Spenser! a jealous honourer of thine,
A forester deep in thy midmost trees,
Did last eve ask my promise to refine
Some English that might strive thine ear to please.
But Elfin Poet, 't is impossible
For an inhabitant of wintry earth
To rise like Phœbus with a golden quill
Fire-wing'd and make a morning in his mirth.
It is impossible to escape from toil
O' the sudden and receive thy spiriting:
The flower must drink the nature of the soil
Before it can put forth its blossoming:
Be with me in the summer days, and I
Will for thine honour and his pleasure try.
SONG
WRITTEN ON A BLANK PAGE IN BEAUMONT AND FLETCHER'S WORKS, BETWEEN 'CUPID'S REVENGE' AND 'THE TWO NOBLE KINSMEN'
First published in Life, Letters and Literary Remains, and undated.
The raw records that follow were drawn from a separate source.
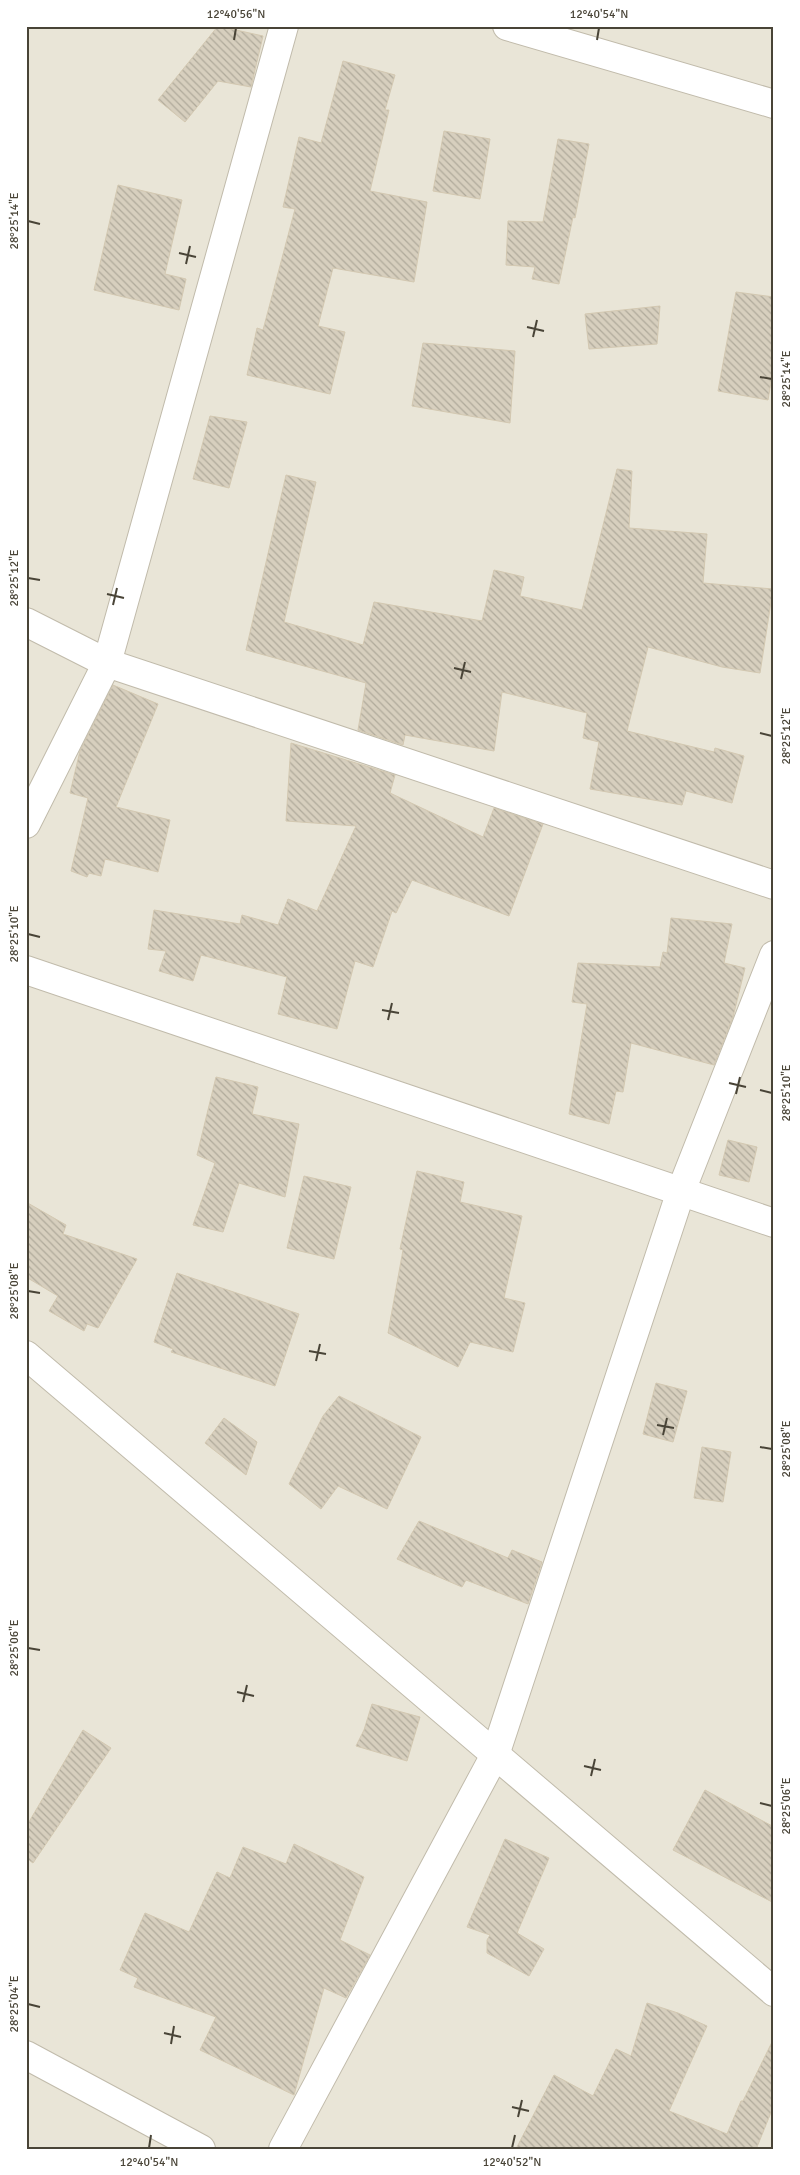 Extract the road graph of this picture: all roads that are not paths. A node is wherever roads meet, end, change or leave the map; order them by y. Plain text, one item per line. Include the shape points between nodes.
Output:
1 (284, 26) edge
2 (507, 26) edge
3 (774, 104) edge
4 (26, 622) edge
5 (107, 663) junction
6 (26, 824) edge
7 (774, 885) edge
8 (774, 955) edge
9 (26, 970) edge
10 (681, 1192) junction
11 (774, 1223) edge
12 (26, 1355) edge
13 (496, 1755) junction
14 (774, 1992) edge
15 (26, 2055) edge
16 (201, 2149) edge
17 (283, 2149) edge

1 - 5 street
2 - 3 street
4 - 5 street
5 - 6 street
5 - 7 street
8 - 10 street
9 - 10 street
10 - 11 street
10 - 13 street
12 - 13 street
13 - 14 street
13 - 17 street
15 - 16 street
Spirit here that reignest!
Spirit here that painest!
Spirit here that burnest!
Spirit here that mournest!
Spirit, I bow
My forehead low,
Enshaded with thy pinions.
Spirit, I look
All passion-struck
Into thy pale dominions.
Spirit here that laughest!
Spirit here that quaffest!
Spirit here that dancest!
Noble soul that prancest!
Spirit, with thee
I join in the glee
A-nudging the elbow of Momus.
Spirit, I flush
With a Bacchanal blush
Just fresh from the Banquet of Comus.
FRAGMENT
Under the flag
Of each his faction, they to battle bring
Their embryo atoms.
Published in Life, Letters and Literary Remains, without date.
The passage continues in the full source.